In the seven months since its launch, Float’s cash flow administration and investment platform have been used by hundreds of companies from different industries, including retail and manufacturing, fintech, e-commerce, media, and health.
Float has spent $10 million on credit and made financial advances to enterprises in that short period of time. The corporation says that the volume of payment transactions (invoicing and vendor payments) has increased 26 times.
Techbuild’s Take
Cash flow management is critical for all firms, but it is especially critical for SMEs, where it can lead to failure.
The causes of cash flow problems are well-known, ranging from the negative features of spending and the high-quality problem of expanding without adequate funds.
Financial management is clearly the answer, but the pace with which businesses operate and the number of transaction channels available can create a complicated web of controlling payment timeliness and volume, as well as connecting these to appropriate funding arrangements.

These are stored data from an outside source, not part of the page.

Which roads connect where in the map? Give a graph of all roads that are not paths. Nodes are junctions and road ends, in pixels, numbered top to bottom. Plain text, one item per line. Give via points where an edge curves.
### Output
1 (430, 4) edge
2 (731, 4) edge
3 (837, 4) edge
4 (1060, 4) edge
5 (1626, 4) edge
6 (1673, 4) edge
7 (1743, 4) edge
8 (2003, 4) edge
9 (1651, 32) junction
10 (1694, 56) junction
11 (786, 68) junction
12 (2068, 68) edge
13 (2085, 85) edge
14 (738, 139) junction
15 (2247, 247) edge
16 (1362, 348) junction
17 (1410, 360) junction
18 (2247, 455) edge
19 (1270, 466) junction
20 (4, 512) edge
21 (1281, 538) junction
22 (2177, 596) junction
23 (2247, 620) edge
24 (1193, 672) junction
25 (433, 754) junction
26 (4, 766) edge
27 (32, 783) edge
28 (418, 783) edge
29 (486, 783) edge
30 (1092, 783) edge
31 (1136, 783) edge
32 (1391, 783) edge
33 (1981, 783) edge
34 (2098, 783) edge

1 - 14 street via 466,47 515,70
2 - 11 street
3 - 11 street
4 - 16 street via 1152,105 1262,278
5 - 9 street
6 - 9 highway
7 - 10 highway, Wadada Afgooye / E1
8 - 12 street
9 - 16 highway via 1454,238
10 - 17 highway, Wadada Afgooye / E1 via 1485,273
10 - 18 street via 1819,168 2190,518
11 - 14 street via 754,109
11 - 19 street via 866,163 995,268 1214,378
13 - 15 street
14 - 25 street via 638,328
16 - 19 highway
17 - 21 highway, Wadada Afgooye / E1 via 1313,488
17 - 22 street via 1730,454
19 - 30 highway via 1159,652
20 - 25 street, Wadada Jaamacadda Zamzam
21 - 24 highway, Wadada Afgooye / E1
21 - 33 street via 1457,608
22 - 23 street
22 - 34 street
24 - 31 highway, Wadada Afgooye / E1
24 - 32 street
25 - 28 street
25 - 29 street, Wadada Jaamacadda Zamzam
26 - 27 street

Companies such as Float, Waya Money, Swipe Nigeria, and others are helping businesses in Africa optimize their cash flow.
Emerging fintech businesses and alternative lending institutions have endeavored to bridge the funding divide; these Fintechs also assist startups in raising financing, saving money, and providing a simple payment platform.
Brass, a Nigerian fintech, raised $1.7 million in investment last year to address the problem of cash flow in Africa, especially for local entrepreneurs, dealers, and fast-growing firms.